The Favorite Review


When one watches a Yorgos Lanthimos film, one must be prepared for a bit of nastiness. Or rather, an orgy of nastiness. Whatever cynical pessimism one feels towards one’s fellow man, or woman, as in the case of his latest film, The Favorite, set in the English royal court of Queen Anne (reigning 1702-1714), one leaves the theater with that cynicism turned to loathing.

One must also be prepared to see this slide into misanthropy executed with brilliant and courageous artistic flare. The writing, directing, art direction, music, cinematography, and most particularly, the acting, is all of such a high caliber that one almost forgets that the end goal is degradation.

Stanley Kubrick, of course, is the grand master of films that speak to man’s brutality in the most beautiful and inspiring of ways, creating a tension between the subject matter and the execution. Lanthimos snaps that tension by pushing both the subject matter and the style to such an extreme that we enter the realm of emotional and interpersonal Grand Guignol.
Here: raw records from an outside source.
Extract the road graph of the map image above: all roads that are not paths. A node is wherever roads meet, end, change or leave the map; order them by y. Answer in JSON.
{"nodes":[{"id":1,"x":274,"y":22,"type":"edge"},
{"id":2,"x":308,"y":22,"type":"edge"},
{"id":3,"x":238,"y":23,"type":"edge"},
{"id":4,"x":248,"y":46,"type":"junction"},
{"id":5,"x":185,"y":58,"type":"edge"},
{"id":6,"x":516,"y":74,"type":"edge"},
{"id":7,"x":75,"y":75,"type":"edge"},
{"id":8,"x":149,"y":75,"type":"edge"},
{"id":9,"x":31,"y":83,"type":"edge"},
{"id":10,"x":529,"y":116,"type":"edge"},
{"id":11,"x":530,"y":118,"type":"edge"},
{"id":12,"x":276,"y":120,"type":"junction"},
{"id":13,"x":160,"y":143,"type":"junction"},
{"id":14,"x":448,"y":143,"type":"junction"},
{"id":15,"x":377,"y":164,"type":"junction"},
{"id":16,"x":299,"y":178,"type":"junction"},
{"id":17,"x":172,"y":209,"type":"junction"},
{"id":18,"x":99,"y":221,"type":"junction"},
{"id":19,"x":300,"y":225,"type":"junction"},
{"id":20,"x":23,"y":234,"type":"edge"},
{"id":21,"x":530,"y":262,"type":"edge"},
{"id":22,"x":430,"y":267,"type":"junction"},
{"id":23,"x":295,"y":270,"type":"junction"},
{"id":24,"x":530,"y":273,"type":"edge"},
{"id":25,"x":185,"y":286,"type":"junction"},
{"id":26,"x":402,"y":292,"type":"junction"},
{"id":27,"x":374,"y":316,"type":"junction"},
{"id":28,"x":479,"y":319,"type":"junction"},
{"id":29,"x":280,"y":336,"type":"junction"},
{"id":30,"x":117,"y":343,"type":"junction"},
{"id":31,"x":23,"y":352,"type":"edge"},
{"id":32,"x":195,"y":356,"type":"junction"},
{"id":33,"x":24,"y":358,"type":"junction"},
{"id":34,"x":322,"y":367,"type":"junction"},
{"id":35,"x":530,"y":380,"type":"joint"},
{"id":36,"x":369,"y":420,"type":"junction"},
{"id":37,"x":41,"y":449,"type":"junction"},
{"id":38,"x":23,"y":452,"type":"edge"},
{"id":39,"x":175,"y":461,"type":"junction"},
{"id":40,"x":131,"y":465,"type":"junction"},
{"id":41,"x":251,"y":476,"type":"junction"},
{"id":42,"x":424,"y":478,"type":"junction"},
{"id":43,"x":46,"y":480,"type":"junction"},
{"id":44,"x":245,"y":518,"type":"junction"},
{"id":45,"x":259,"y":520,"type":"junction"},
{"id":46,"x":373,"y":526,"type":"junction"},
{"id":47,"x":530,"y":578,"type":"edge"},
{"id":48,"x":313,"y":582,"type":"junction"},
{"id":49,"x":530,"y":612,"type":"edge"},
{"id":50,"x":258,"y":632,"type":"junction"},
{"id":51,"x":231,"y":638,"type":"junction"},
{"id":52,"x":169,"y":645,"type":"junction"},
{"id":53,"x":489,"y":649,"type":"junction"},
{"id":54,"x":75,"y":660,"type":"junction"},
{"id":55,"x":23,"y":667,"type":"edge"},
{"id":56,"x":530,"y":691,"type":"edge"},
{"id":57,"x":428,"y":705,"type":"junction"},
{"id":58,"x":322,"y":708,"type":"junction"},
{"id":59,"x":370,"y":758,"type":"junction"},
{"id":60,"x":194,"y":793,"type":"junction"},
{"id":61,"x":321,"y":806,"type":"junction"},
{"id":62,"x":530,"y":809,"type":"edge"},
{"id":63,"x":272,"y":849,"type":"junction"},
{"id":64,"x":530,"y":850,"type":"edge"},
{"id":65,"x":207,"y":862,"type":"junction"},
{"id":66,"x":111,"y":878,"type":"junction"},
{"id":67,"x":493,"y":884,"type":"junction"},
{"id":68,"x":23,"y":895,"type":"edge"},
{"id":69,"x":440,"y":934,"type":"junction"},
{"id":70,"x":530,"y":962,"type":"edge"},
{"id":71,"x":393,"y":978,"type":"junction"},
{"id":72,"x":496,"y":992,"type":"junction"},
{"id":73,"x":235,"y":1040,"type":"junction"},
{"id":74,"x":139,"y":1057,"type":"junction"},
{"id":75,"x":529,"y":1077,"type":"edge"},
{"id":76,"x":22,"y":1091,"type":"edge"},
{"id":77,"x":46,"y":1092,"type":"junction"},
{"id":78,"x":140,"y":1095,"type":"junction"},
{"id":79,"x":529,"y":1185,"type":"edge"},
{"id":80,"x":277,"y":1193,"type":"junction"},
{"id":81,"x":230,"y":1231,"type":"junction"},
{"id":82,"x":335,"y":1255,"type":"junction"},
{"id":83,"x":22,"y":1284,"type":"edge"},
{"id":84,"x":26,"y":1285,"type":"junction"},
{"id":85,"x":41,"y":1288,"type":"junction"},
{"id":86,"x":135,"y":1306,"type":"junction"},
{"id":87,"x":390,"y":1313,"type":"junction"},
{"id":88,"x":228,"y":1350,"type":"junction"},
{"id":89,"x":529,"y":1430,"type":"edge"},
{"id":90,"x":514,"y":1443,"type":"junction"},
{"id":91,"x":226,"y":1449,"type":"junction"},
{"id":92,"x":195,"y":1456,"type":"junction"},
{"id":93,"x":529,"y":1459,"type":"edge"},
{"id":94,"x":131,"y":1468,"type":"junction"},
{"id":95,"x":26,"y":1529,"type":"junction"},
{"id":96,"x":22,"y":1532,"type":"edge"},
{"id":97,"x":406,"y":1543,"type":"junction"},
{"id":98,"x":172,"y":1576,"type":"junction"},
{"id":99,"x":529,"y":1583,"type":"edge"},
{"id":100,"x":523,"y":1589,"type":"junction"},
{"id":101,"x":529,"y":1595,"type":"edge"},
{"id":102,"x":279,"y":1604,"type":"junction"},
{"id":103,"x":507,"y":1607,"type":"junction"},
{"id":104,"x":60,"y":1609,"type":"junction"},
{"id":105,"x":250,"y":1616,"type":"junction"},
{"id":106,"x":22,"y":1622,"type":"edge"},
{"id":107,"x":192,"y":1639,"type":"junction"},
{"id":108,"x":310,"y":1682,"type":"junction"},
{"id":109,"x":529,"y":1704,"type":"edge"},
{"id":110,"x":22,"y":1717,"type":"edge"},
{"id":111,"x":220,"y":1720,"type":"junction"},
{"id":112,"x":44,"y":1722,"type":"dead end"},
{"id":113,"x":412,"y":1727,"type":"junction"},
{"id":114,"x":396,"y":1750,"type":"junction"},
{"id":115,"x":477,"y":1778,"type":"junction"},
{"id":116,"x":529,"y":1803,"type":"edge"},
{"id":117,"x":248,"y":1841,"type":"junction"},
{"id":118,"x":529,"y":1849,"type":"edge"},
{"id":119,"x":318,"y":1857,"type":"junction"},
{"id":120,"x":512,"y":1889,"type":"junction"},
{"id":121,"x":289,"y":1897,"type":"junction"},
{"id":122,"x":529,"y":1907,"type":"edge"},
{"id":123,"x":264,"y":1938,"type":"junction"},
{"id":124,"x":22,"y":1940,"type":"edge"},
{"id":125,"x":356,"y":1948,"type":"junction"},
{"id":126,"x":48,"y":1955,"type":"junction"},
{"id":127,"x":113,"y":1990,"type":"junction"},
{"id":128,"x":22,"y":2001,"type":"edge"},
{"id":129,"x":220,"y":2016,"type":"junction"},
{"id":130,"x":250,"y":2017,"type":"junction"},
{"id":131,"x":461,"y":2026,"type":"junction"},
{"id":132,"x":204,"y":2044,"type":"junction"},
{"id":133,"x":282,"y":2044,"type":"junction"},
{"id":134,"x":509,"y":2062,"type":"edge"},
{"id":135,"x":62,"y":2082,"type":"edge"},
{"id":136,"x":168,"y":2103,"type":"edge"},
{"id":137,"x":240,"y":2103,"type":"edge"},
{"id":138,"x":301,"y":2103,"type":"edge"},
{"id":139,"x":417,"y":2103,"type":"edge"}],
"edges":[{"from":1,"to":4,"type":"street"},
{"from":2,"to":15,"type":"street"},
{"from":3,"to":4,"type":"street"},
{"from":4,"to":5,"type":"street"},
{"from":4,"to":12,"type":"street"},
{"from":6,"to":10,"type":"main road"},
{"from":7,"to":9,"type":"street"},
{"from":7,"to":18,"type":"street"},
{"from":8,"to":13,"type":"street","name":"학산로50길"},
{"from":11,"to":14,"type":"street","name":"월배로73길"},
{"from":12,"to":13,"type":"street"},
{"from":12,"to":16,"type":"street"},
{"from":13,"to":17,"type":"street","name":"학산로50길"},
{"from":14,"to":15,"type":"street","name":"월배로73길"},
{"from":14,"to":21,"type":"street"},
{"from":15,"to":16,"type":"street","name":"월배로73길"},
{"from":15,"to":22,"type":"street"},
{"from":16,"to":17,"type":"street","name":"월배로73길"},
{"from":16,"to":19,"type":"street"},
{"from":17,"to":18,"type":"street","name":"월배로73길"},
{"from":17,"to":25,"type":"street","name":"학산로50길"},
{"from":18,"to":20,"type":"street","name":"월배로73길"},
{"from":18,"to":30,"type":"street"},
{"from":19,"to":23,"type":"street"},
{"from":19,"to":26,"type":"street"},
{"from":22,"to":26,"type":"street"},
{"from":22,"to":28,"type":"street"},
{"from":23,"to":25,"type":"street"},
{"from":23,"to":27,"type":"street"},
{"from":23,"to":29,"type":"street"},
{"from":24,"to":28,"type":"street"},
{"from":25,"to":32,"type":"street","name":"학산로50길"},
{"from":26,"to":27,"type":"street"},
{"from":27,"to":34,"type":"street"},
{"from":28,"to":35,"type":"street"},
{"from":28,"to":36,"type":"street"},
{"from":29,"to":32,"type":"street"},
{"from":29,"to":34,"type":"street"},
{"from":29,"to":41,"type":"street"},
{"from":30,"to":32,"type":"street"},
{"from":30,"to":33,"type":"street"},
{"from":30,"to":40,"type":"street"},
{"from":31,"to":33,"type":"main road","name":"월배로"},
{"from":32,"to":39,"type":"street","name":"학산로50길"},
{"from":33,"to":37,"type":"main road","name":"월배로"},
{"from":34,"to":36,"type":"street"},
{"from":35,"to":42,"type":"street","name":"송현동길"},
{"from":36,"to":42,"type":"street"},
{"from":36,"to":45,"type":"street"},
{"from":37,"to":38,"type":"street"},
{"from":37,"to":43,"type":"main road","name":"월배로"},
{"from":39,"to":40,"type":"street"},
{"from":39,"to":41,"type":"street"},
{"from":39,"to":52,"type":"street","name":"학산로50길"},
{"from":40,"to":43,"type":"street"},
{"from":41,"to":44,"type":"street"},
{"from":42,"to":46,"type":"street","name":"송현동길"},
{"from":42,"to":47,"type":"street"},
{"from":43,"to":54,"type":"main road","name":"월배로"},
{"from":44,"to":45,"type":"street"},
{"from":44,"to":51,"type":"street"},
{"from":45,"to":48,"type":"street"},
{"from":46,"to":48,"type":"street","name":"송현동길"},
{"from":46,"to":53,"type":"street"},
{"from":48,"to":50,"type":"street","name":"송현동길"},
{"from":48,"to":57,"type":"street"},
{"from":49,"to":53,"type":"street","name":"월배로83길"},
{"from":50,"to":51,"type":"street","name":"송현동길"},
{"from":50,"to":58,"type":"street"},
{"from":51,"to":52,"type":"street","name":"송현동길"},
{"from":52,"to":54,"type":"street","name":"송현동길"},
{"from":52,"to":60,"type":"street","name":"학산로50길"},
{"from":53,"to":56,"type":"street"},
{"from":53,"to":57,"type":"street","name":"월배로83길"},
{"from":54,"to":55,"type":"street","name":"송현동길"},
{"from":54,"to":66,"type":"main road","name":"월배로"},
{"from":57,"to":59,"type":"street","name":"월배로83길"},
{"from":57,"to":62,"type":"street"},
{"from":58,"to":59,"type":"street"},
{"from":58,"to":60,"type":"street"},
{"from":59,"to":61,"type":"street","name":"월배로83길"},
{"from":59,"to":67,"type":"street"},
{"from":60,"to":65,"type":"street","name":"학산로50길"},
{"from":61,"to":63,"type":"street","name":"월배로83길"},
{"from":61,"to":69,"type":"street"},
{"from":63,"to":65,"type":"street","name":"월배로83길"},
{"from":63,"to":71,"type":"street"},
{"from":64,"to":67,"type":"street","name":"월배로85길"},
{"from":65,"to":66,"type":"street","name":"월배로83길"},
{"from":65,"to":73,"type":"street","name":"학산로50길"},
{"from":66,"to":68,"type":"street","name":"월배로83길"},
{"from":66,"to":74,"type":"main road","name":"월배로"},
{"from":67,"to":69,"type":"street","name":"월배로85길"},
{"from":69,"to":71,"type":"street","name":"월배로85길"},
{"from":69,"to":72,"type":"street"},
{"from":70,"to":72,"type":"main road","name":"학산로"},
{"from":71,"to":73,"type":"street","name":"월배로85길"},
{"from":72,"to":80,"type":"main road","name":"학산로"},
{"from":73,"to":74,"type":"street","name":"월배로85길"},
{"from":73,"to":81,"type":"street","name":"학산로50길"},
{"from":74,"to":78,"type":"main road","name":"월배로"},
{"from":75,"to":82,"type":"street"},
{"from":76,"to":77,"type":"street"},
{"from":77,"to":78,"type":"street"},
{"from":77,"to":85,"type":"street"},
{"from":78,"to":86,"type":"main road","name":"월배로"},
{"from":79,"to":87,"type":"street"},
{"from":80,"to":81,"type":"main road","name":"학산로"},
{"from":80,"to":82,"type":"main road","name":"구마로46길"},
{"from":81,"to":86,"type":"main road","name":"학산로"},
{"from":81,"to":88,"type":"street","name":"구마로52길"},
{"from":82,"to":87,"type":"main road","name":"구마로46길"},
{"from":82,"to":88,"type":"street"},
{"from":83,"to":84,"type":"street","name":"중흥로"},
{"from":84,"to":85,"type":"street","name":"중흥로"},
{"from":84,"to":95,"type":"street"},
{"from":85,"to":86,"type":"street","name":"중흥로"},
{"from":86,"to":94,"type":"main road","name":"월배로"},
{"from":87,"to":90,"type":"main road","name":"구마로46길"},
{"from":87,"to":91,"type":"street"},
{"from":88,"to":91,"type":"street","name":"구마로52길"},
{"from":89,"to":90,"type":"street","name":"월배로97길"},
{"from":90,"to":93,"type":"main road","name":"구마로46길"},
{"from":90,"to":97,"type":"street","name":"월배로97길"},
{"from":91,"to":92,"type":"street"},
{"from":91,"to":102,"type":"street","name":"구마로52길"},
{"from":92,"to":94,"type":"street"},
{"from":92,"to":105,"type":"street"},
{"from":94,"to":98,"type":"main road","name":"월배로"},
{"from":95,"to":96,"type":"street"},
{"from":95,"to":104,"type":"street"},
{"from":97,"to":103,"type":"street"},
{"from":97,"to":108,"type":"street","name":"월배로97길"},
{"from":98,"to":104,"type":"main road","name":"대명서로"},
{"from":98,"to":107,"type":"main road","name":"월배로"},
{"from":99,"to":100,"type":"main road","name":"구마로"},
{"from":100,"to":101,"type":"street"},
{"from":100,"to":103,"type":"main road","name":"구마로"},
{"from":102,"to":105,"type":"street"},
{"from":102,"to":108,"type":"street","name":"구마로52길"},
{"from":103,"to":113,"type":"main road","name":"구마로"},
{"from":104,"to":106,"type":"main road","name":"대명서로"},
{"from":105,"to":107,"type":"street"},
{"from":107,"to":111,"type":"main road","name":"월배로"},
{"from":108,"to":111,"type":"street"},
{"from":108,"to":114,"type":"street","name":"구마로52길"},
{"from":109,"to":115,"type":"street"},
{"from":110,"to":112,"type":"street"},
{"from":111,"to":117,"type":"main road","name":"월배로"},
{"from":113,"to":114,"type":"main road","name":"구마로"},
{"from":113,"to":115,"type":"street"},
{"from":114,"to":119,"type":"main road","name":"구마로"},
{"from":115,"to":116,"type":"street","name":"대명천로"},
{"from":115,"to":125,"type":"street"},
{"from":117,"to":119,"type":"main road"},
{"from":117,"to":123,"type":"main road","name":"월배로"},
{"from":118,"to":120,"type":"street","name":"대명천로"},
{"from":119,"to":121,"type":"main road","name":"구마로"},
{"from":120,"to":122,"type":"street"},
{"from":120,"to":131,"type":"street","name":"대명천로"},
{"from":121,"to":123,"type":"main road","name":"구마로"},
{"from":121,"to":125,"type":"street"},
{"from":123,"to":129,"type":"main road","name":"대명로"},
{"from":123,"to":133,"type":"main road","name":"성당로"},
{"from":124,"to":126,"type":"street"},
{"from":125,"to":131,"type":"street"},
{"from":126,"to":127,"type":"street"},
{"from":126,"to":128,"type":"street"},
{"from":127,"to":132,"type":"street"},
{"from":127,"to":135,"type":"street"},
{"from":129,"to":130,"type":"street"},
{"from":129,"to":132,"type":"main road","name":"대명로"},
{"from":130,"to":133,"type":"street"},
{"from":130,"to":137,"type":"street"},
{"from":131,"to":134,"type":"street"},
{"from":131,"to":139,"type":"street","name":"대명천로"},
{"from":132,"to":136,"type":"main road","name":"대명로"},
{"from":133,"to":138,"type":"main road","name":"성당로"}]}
Where Kubrick, in all his films but Barry Lyndon is the obvious comparison here, prefers a wide angle lens, Lanthimos widens the lens to a fisheye so that rococo walls bend and swirl in dizzying loops. It’s not constant, but it always feels as if the film and the action is bursting to be free all restraints. Similarly, the characters in Barry Lyndon carry themselves like cultured paradigms, often self-deluded, while the only self-delusion in The Favorite is in the Queen herself. Though she is slowly rotting away with gout, she maintains the delusion that she is a woman in total control. In fact, the principle parties beneath her are engaged in a feral battle beneath the wigs and waistcoats. And finally, where sexual adventurism and power plays were an undercurrent in Kubrick, in Lanthimos they are a flood.

What keeps it afloat? What holds it all together? What makes his films as appealing as they are repellent?

The quick and easy answer are the performances.

Lanthimos casts his films with the finest actors and gets from them performances that ground the action, humanize the grotesqueries, and make the madness bearable. Olivia Colman’s performance as Queen Anne is one of the finest I’ve seen this year. One of the most appealing of actresses, most appealing because of her normality and relatability (Broadchurch), Colman’s Queen is played delicately on the edge of gross incompetency, tragedy (she suffered 17 miscarriages and substituted each lost child with a bunny in and out of a cage), physical decay, sexual hunger, insecurity, and royal privilege. Colman makes every eye twitch, every pout and furrowed brow, limp and laugh charged with ironic significance.

Rachel Weisz, an actress who with good material (The Deep Blue Sea, The Constant Gardener) brings an intelligence, fire, and guarded vulnerability to the screen and makes her one of finest actresses working, plays the role of Sarah Churchill, Duchess of Marlborough, the Queen’s close friend and advisor, with such simmering bravado and confidence that she makes for a formidable opponent. And her opponent in this story is her cousin, Abigail Masham, the favorite of the title, played with a feral impishness by Emma Stone. Stone is at a point in her career, it strikes me, where the question is where to place her. Not in terms of box office, but in terms of level of talent. Is she a peer of Weisz, Colman and Nicole Kidman, all Lanthimos favorites? For many, myself included, this films provides that question with at least the potential of an affirmative. She excels here, and hope she’ll be offered suitably challenging roles in the future.

As for the men in this film, it doesn’t matter. They are support and background, narrative architecture, just as all the servants are near silent framing for the lives of the powerful. It’s the women who count. It’s the women who are holding the palace up. It’s the women who are at battle. It’s the women who connive and scheme. It’s the women who bring humanity slouching towards the edge. Welcome to the Enlightenment. Welcome to the world of Yorgos Lanthimos.